Children, Safety and the Internet 

The fertile ground of Internet concerns is where the most recent and high-profile agency for the protection of children has emerged. Describing itself as the UK’s national centre for child protection, the Child Exploitation and Online Protection Centre was established in 2006 by the UK Government at the instigation of leading children’s charities including NSPCC.  Its 2009-10 Annual Review describes the CEOP as representing ‘a step-change in law enforcement: never before had police officers, child protection specialists, educators, representatives from industry, charity and government been brought together under one roof with the single aim of protecting children’. The CEOP’s partners include many leading child protection agencies such as Barnardo’s and the NSPCC.   The CEOP has entered the field against the on-line threat to the safety of children and young people.  An information leaflet explaining the work of CEOP is hard-hitting: ‘Child sexual abuse is one of the most horrific crimes, if not the worst. It attacks the most vulnerable people in our society, affects victims for life and rips away significant chunks from their most formative years’.  The battle lines are drawn: the threat of child sexual abuse is ‘horrendous’ and ‘we ignore this threat at our peril’. The leaflet goes on to describe the CEOP as part of ‘an international alliance of law enforcement agencies working together to fight paedophiles online’ (Information Leaflet, undated).  CEOP press releases continue the theme of struggle (‘The battle is far from over’).  Battle, horror, peril and fight. This is the language of a crusade.  Do the numbers at risk justify this?

When the CEOP announces tells us that they have ‘safeguarded’ 414 children from sexual abuse we welcome this but need to ask how is the count of ‘414 safeguarded children’ made?  Furthermore, what is meant by ‘safeguarded and protected’?  From whom were these children protected?  From themselves?  From family members?  From adult paedophiles?
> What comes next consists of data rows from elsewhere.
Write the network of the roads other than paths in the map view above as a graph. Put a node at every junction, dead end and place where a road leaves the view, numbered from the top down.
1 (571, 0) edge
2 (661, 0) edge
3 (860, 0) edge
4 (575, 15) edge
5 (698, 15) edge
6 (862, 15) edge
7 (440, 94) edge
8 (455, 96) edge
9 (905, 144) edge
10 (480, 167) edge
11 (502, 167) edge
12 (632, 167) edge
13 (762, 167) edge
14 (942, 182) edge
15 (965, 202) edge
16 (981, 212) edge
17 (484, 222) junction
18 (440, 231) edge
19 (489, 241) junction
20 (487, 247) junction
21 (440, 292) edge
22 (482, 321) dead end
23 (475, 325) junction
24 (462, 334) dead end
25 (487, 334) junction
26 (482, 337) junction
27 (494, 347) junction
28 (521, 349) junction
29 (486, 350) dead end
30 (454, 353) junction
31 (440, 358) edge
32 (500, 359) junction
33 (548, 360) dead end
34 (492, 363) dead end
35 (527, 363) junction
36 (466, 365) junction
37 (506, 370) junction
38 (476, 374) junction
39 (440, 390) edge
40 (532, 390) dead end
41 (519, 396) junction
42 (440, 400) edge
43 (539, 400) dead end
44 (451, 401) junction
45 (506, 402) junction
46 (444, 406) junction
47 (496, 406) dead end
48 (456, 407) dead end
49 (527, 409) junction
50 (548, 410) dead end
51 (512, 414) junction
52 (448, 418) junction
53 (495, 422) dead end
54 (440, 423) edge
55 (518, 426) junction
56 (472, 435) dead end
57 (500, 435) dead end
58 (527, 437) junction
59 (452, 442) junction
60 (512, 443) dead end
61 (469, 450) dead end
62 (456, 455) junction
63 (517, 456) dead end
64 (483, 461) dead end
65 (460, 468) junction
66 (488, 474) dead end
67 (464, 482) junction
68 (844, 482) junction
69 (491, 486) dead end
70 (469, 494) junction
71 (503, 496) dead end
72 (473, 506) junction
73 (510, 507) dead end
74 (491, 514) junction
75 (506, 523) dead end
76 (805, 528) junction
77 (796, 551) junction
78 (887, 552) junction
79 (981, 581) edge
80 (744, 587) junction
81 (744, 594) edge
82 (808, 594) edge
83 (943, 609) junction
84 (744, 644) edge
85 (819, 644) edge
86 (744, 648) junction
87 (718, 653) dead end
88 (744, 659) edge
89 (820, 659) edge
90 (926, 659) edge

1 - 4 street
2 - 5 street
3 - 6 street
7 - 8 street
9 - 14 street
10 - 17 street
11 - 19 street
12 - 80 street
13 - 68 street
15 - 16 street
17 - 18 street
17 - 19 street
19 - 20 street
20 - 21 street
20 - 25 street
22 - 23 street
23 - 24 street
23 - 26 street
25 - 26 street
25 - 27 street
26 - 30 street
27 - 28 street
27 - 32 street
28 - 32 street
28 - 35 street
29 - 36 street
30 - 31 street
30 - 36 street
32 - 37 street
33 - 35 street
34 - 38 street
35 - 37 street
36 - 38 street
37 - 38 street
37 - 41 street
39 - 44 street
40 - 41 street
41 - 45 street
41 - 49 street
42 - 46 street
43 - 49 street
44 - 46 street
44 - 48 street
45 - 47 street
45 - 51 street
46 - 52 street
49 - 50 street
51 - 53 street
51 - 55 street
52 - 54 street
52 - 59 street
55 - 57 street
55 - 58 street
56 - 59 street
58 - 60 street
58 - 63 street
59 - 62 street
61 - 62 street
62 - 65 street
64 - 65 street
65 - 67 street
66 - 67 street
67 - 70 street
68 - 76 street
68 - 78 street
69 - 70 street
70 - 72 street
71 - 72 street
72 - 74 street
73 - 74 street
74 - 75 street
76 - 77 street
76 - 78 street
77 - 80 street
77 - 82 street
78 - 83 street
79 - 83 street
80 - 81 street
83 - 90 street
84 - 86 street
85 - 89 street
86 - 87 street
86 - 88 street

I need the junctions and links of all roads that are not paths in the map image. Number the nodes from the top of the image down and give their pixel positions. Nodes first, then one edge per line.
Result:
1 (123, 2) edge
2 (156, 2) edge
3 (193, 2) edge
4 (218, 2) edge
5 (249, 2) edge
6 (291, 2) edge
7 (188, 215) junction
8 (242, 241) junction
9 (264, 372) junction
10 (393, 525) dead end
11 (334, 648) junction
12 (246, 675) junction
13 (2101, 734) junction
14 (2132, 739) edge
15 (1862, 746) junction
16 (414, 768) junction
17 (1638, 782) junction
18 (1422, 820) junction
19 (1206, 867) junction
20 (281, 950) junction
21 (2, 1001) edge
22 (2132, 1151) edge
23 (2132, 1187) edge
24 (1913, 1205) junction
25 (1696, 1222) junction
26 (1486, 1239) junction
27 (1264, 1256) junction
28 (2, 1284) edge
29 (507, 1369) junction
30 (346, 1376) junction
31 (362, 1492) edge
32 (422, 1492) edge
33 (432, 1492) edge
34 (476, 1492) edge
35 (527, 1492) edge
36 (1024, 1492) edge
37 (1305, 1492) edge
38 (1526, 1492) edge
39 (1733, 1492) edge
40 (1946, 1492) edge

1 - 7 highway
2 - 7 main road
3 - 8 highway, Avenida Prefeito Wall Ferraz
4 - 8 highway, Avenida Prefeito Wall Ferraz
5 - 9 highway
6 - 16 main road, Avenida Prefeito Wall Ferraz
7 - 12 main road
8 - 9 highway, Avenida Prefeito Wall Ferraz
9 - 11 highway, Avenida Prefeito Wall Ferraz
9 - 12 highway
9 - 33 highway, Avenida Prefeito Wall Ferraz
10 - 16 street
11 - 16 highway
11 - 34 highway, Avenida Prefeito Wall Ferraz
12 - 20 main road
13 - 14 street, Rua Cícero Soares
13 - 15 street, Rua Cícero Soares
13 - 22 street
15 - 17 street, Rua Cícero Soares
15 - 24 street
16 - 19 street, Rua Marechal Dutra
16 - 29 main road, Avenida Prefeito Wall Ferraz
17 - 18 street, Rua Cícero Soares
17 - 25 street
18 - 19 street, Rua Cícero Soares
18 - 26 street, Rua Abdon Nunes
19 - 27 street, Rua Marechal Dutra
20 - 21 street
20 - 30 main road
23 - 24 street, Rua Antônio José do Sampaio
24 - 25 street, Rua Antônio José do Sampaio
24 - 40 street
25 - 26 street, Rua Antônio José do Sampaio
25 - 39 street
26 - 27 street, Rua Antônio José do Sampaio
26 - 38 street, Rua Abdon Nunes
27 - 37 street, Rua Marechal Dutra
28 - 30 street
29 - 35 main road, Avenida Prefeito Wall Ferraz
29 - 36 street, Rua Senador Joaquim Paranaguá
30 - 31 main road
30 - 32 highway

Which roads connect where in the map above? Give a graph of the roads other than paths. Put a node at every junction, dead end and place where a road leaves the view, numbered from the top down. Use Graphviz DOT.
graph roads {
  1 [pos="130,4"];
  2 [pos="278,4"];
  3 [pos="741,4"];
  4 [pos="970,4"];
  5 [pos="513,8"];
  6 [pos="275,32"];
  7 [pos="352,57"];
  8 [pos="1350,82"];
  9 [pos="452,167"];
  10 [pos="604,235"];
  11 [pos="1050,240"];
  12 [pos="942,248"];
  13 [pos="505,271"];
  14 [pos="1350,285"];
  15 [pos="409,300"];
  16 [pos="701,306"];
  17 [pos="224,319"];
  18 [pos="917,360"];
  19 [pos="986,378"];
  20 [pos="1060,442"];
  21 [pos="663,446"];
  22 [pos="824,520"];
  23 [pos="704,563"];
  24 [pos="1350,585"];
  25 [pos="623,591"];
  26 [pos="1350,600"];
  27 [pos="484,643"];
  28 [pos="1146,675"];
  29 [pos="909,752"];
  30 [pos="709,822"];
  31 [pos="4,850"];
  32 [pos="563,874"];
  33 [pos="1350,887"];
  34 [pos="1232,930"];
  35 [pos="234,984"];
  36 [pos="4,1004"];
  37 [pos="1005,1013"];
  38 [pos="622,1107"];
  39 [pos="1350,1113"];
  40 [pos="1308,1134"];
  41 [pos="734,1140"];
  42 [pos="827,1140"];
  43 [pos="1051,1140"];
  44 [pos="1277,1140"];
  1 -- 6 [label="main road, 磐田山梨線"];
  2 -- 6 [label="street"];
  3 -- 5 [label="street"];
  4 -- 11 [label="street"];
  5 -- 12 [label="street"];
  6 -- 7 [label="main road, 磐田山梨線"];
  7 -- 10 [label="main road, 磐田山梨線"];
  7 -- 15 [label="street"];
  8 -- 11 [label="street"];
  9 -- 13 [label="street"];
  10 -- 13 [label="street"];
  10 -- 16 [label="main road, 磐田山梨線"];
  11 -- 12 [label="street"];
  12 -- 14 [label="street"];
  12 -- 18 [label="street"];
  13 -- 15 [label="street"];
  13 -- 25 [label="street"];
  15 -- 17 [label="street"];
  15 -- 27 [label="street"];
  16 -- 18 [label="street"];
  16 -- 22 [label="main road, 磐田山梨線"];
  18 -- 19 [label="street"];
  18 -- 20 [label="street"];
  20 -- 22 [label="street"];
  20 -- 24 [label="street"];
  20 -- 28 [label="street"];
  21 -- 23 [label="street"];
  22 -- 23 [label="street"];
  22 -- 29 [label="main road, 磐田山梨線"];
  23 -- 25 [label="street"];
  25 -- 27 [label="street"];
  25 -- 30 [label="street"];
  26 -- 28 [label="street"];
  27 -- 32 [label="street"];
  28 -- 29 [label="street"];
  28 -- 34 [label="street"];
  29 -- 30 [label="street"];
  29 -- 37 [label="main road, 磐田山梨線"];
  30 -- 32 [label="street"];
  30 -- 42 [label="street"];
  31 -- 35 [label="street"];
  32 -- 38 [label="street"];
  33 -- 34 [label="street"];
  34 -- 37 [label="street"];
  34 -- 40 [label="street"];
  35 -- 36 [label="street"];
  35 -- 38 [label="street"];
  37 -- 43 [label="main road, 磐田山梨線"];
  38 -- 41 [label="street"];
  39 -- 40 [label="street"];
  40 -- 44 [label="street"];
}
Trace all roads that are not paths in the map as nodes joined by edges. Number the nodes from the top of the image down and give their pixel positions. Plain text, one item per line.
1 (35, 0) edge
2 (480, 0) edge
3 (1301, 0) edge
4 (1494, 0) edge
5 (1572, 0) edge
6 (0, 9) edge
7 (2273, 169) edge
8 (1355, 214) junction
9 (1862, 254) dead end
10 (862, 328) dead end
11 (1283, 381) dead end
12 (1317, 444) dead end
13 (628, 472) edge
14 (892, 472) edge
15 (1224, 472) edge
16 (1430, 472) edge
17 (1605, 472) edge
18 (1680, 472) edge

From other under-18s?  The proportion of threats to the welfare of these children that were Internet-based as distinct from other risk sources is also unclear.  In relation to arrests of ‘513 suspects’, again it is not clear for what crime these people have been arrested. We are not told how many were subsequently charged and if so with what crime. Nor are there details of any subsequent proceedings and the numbers found innocent or guilty.  Unless claims of the degree of threat posed to children and young people by the Internet can be questioned we are unable to judge the proportions of the threat – and the time and money spent on such activity.

Time will tell whether the CEOP’s claims are disproportionate to the purported threat, in the words of Goode and Ben Yehuda such claims further a panic about the ‘…sense that a more sizable number of individuals are engaged in the behaviour in question than actually are’.

Social Work, Child Protection and Moralism

The history of child protection panics suggests a lengthy continuity of a deep normalising belief in social work of a right way to behave and a wrong way – what will be tolerated and what will not.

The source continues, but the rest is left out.